A frase acima é proferida pelo cardeal decano encarregado de presidir o conclave que irá eleger o novo papa. Ele deseja que o próximo papa tenha dúvidas em vez de certezas.
Morre um papa. Imediatamente é acionado um grande ritual para eleger o sucessor. Cardeais do mundo todo se reúnem no Vaticano para o escrutínio. Ao final uma fumaça branca anuncia que o novo papa foi eleito. Esse rito é conhecido.
O que o filme Conclave, baseado no livro de mesmo nome, apresenta são os acontecimentos durante esse processo, no tempo de isolamento até que o novo papa seja anunciado.
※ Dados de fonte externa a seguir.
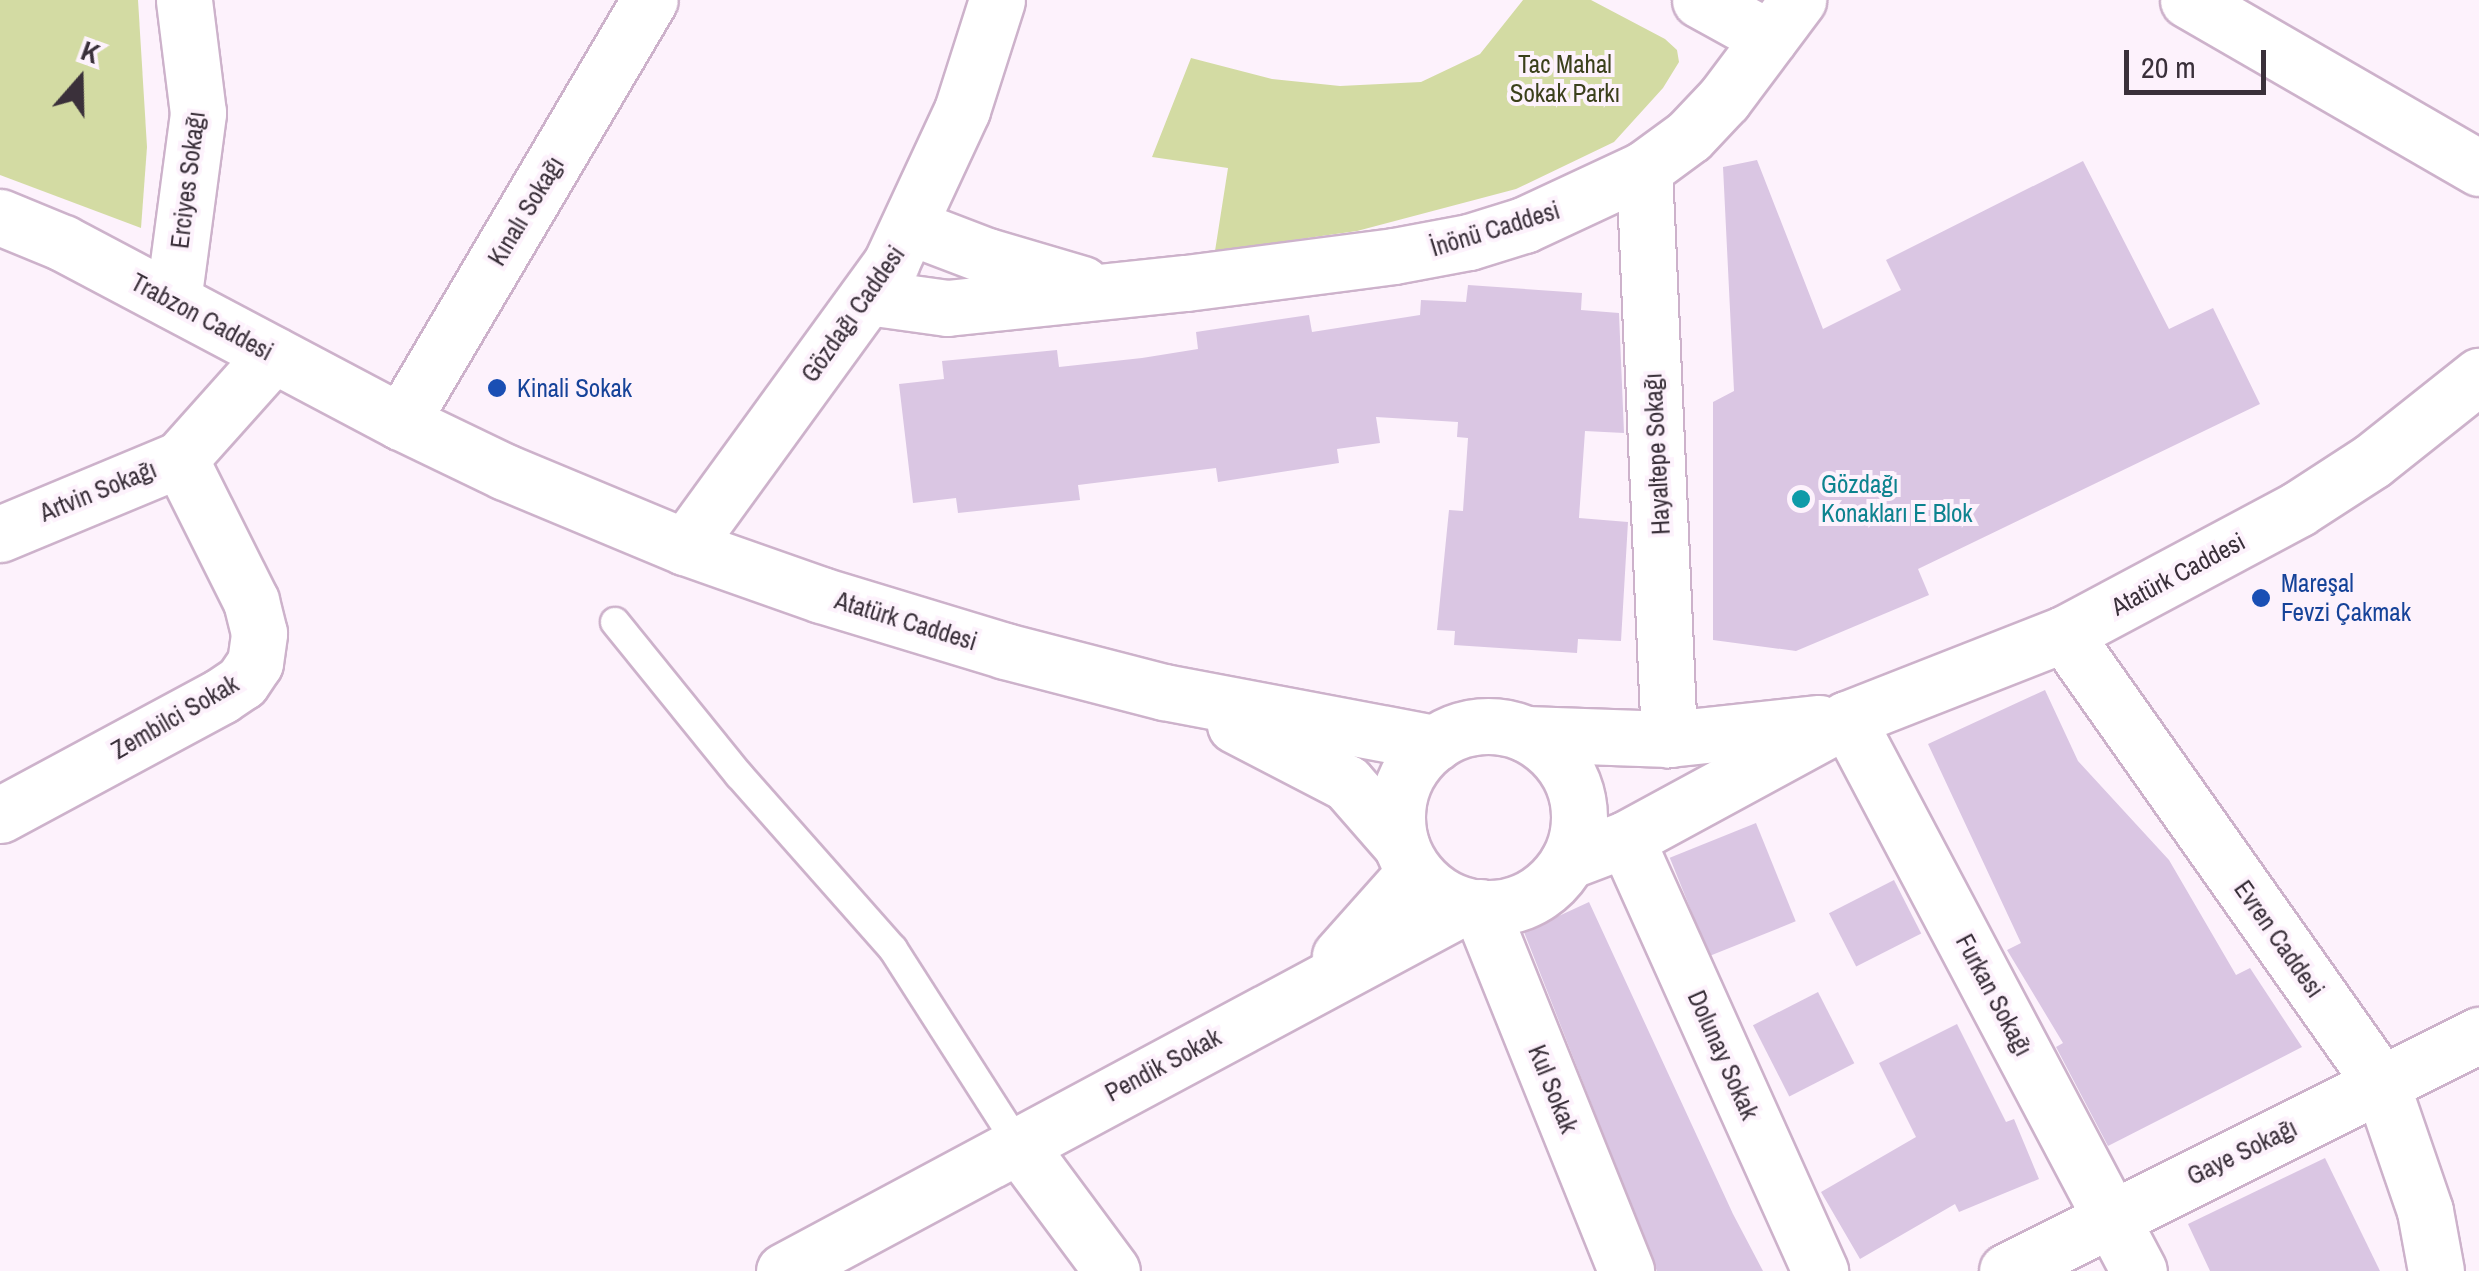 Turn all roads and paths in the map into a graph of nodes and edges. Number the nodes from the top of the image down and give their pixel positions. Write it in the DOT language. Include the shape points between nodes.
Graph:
graph roads {
  1 [pos="184,0"];
  2 [pos="650,0"];
  3 [pos="997,0"];
  4 [pos="1700,0"];
  5 [pos="2188,0"];
  6 [pos="1783,19"];
  7 [pos="2479,168"];
  8 [pos="1644,169"];
  9 [pos="0,217"];
  10 [pos="911,227"];
  11 [pos="1109,291"];
  12 [pos="868,297"];
  13 [pos="173,300"];
  14 [pos="273,354"];
  15 [pos="2479,376"];
  16 [pos="401,422"];
  17 [pos="180,459"];
  18 [pos="0,534"];
  19 [pos="684,547"];
  20 [pos="615,622"];
  21 [pos="2064,634"];
  22 [pos="1164,692"];
  23 [pos="1847,720"];
  24 [pos="1526,734"];
  25 [pos="1669,739"];
  26 [pos="1435,743"];
  27 [pos="0,814"];
  28 [pos="1626,839"];
  29 [pos="1408,859"];
  30 [pos="1568,861"];
  31 [pos="1472,907"];
  32 [pos="1310,986"];
  33 [pos="2479,1035"];
  34 [pos="2381,1083"];
  35 [pos="1017,1143"];
  36 [pos="2112,1217"];
  37 [pos="784,1271"];
  38 [pos="1112,1271"];
  39 [pos="1626,1271"];
  40 [pos="1820,1271"];
  41 [pos="2007,1271"];
  42 [pos="2139,1271"];
  43 [pos="2436,1271"];
  1 -- 13 [label="street, Erciyes Sokağı" via="198,113"];
  2 -- 16 [label="street, Kınalı Sokağı"];
  3 -- 10 [label="street, Gözdağı Caddesi" via="962,110"];
  4 -- 6 [label="street"];
  5 -- 7 [label="street"];
  6 -- 8 [label="street, İnönü Caddesi" via="1724,99"];
  8 -- 11 [label="street, İnönü Caddesi" via="1576,204 1469,242"];
  8 -- 25 [label="street, Hayaltepe Sokağı"];
  9 -- 13 [label="street, Trabzon Caddesi"];
  10 -- 11 [label="street"];
  10 -- 12 [label="street, Gözdağı Caddesi"];
  11 -- 12 [label="street, İnönü Caddesi" via="947,308"];
  12 -- 19 [label="street, Gözdağı Caddesi"];
  13 -- 14 [label="street, Trabzon Caddesi"];
  14 -- 16 [label="street, Trabzon Caddesi"];
  14 -- 17 [label="street, Artvin Sokağı"];
  15 -- 21 [label="street, Atatürk Caddesi" via="2298,510"];
  16 -- 19 [label="street, Atatürk Caddesi"];
  17 -- 18 [label="street, Artvin Sokağı"];
  17 -- 27 [label="street, Zembilci Sokak" via="251,602 259,633 254,663 242,682 220,696"];
  19 -- 22 [label="street, Atatürk Caddesi" via="986,645"];
  20 -- 35 [label="lane" via="893,950"];
  21 -- 23 [label="street, Atatürk Caddesi"];
  21 -- 34 [label="street, Evren Caddesi"];
  22 -- 26 [label="street, Atatürk Caddesi"];
  22 -- 29 [label="street" via="1347,783"];
  23 -- 25 [label="street, Atatürk Caddesi"];
  23 -- 28 [label="street, Atatürk Caddesi"];
  23 -- 36 [label="street, Furkan Sokağı"];
  24 -- 25 [label="street, Atatürk Caddesi"];
  24 -- 26 [label="street" via="1479,727"];
  24 -- 30 [label="street" via="1546,747 1573,786 1578,832"];
  26 -- 29 [label="street" via="1402,785 1396,815"];
  28 -- 30 [label="street, Atatürk Caddesi"];
  28 -- 40 [label="street, Dolunay Sokak"];
  29 -- 31 [label="street" via="1436,893"];
  29 -- 32 [label="street, Pendik Sokak"];
  30 -- 31 [label="street" via="1550,885 1524,902"];
  31 -- 32 [label="street, Pendik Sokak"];
  31 -- 39 [label="street, Kul Sokak"];
  32 -- 35 [label="street, Pendik Sokak"];
  33 -- 34 [label="street, Gaye Sokağı"];
  34 -- 36 [label="street, Gaye Sokağı"];
  34 -- 43 [label="street, Evren Caddesi" via="2425,1212"];
  35 -- 37 [label="street, Pendik Sokak"];
  35 -- 38 [label="street"];
  36 -- 41 [label="street, Gaye Sokağı"];
  36 -- 42 [label="street, Furkan Sokağı"];
}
O mistério do que ali acontece aguça a curiosidade do mundo. O imaginário cria a ideia de que ali reina um clima espiritual marcado pela pureza, pelo sagrado, pelo divino. O real nos informa um cenário marcado por forte caráter de disputa política, ideológica, de gênero, de poder. Um deles afirma “sim, isso é uma guerra. ”
Até aqui parecia estarmos diante de um filme sobre a religião católica e o processo de eleição de seu representante supremo. Começamos a enxergar outras camadas.
ALERTA DE SPOILER !
As colunas neste site são dirigidas a quem já assistiu a obra pois contém referências e revela elementos importantes sobre a história que poderão estragar a experiência de quem ainda não a assistiu. Recomendamos que assista toda a obra e depois volte para ler a coluna.
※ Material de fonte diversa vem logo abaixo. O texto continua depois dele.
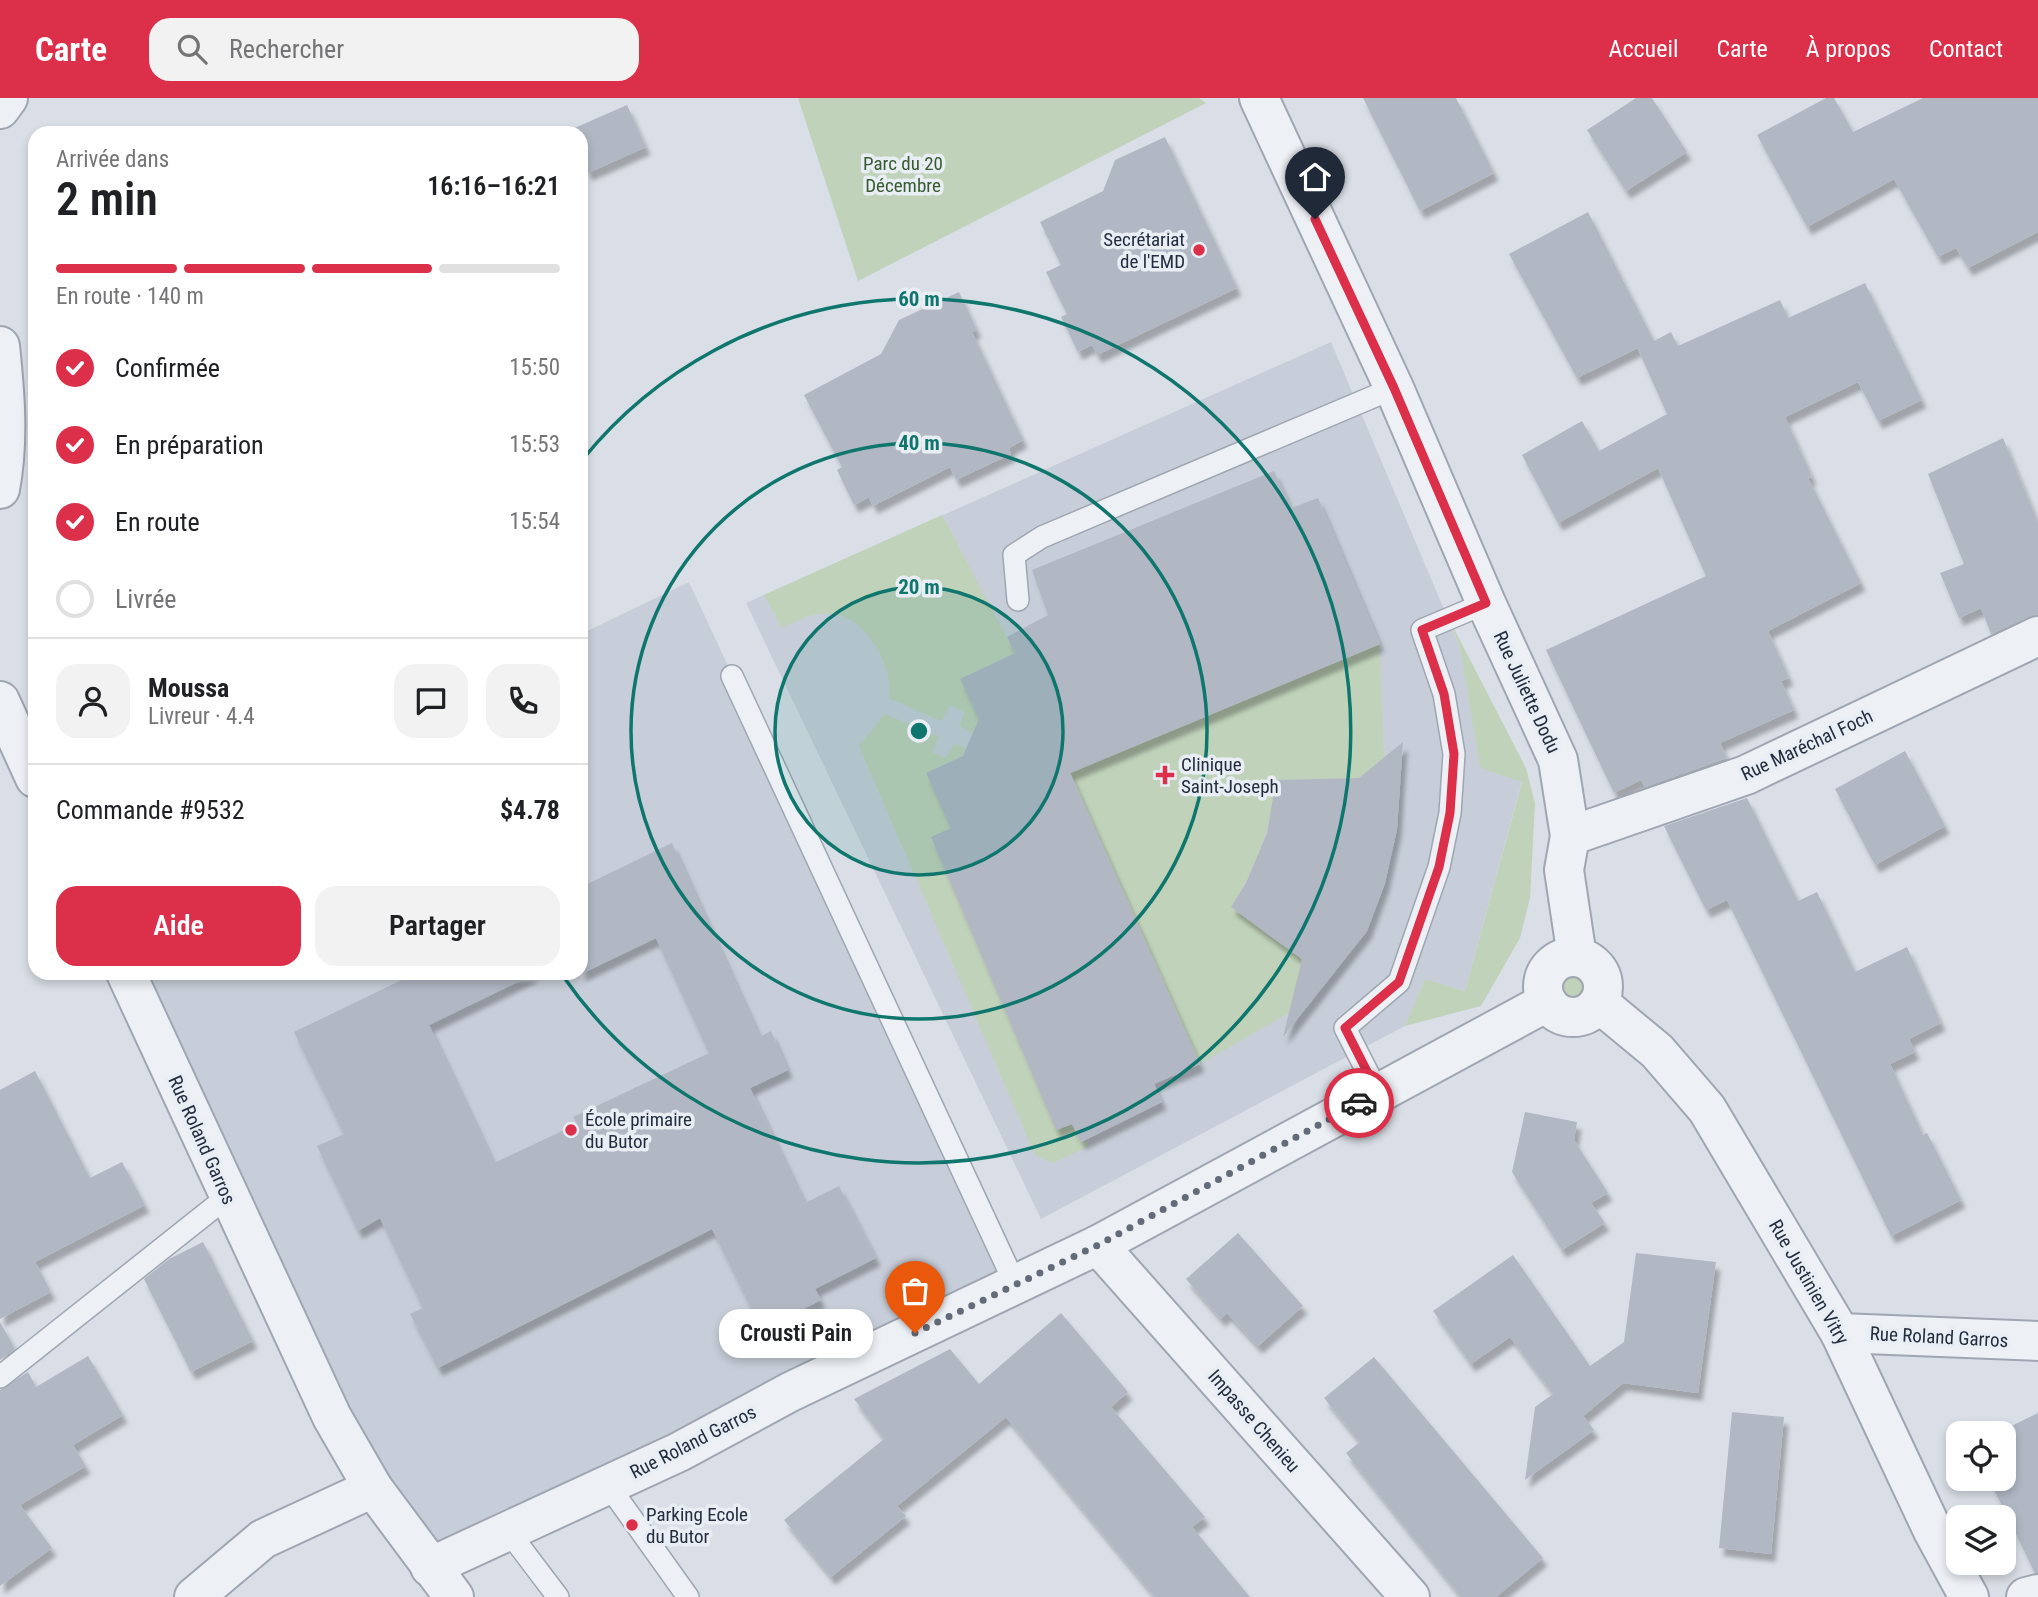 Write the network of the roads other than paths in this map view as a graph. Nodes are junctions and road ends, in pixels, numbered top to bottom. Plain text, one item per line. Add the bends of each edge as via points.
1 (8, 98) edge
2 (1259, 98) edge
3 (0, 109) edge
4 (0, 346) edge
5 (1394, 388) junction
6 (0, 489) edge
7 (1018, 600) dead end
8 (1486, 603) junction
9 (2038, 636) edge
10 (732, 676) dead end
11 (0, 701) edge
12 (28, 763) edge
13 (1570, 836) junction
14 (1577, 957) junction
15 (129, 980) edge
16 (1547, 1002) junction
17 (1599, 1003) junction
18 (1378, 1093) junction
19 (227, 1197) junction
20 (1098, 1245) junction
21 (1016, 1286) junction
22 (1840, 1333) junction
23 (2038, 1342) edge
24 (0, 1377) edge
25 (608, 1485) junction
26 (373, 1488) junction
27 (508, 1531) junction
28 (430, 1567) junction
29 (2038, 1594) edge
30 (194, 1597) edge
31 (454, 1597) edge
32 (558, 1597) edge
33 (688, 1597) edge
34 (1410, 1597) edge
35 (1969, 1597) edge
36 (2026, 1597) edge

1 - 3 street
2 - 5 street, Rue Juliette Dodu
4 - 6 street via 5,466
5 - 7 lane via 1042,537 1014,555
5 - 8 street, Rue Juliette Dodu
8 - 13 street, Rue Juliette Dodu via 1558,760
8 - 18 lane via 1422,630 1444,694 1454,754 1450,813 1439,867 1399,982 1345,1028
9 - 13 street, Rue Maréchal Foch via 1746,775
10 - 21 lane
11 - 12 street
13 - 14 street, Rue Juliette Dodu via 1564,870
14 - 16 street via 1550,966 1543,983
14 - 17 street via 1600,973
15 - 19 street, Rue Roland Garros
16 - 17 street via 1561,1015 1572,1017 1592,1011
16 - 18 street, Rue Roland Garros
17 - 22 street, Rue Justinien Vitry via 1657,1051 1707,1109
18 - 20 street, Rue Roland Garros
19 - 24 lane
19 - 26 street, Rue Roland Garros via 332,1418
20 - 21 street, Rue Roland Garros
20 - 34 street, Impasse Chenieu
21 - 25 street, Rue Roland Garros via 790,1392
22 - 23 street, Rue Roland Garros
22 - 35 street, Rue Justinien Vitry
25 - 27 street, Rue Roland Garros
25 - 33 lane
26 - 28 street, Rue Roland Garros
26 - 30 street via 263,1539
27 - 28 street, Rue Roland Garros
27 - 32 lane
28 - 31 street
29 - 36 street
Veja aqui onde assistir o filme Conclave, ou aqui para saber mais sobre o filme.
Análise psicanalítica do filme “Conclave”
E concluímos que o filme trata da condição humana, de humanos cuja imagem idealizada de perfeição e pureza vai revelando suas contradições, imperfeições, erros, vícios, tudo o que pode definir um humano constituído pelos mais arcaicos sentimentos como o desejo de poder, inveja e a capacidade de subjugar o outro. E mais, que todos temos uma história, um passado onde podem ter acontecido fatos que entram em choque com a imagem que pretendemos transmitir no presente. É um filme sobre fantasmas e os fantasmas são os crimes e as pessoas do passado que retornam para cobrar as dívidas. É o caso do cardeal que estava liderando as eleições, mas vê seus planos irem por terra quando uma freira com a qual teve um filho no passado retorna durante o conclave e o retira da disputa. Eleger um papa que no passado teve um caso e engravidou uma freira? Impossível.
Esta freira está dentro dos “muros” do conclave por arranjo de outro cardeal, que usa desse expediente escuso para arruinar a eleição do favorito, e consegue. Ele mesmo também almeja ganhar essa eleição.
Ele é desmascarado nessa artimanha e acaba também vendo arruinada sua pretensão de ser tornar o próximo papa.
Agora são dois favoritos fora do páreo. Duas figuras idealizadas cujas ações destruíram sua imagem no presente.

Há um decano no filme, o personagem principal, responsável por presidir ou administrar o processo do conclave. É um personagem “do bem”. E ele quer a verdade, luta por ela. Ele também quer ser justo e para tanto, sua humanidade falará mais alto. E não são poucos os atos que ele comete dotados de alguma ilegalidade. Por exemplo: ele subverte a regra do isolamento e ordena que se investigue um fato lá fora, fato esse relacionado à eleição. Ele também revela um segredo sagrado da confissão, segredo esse que está relacionado ao passado de um dos candidatos ao papado. Ele quebra o lacre que isola o quarto onde vivia o antigo papa falecido à busca de informações, e as encontra!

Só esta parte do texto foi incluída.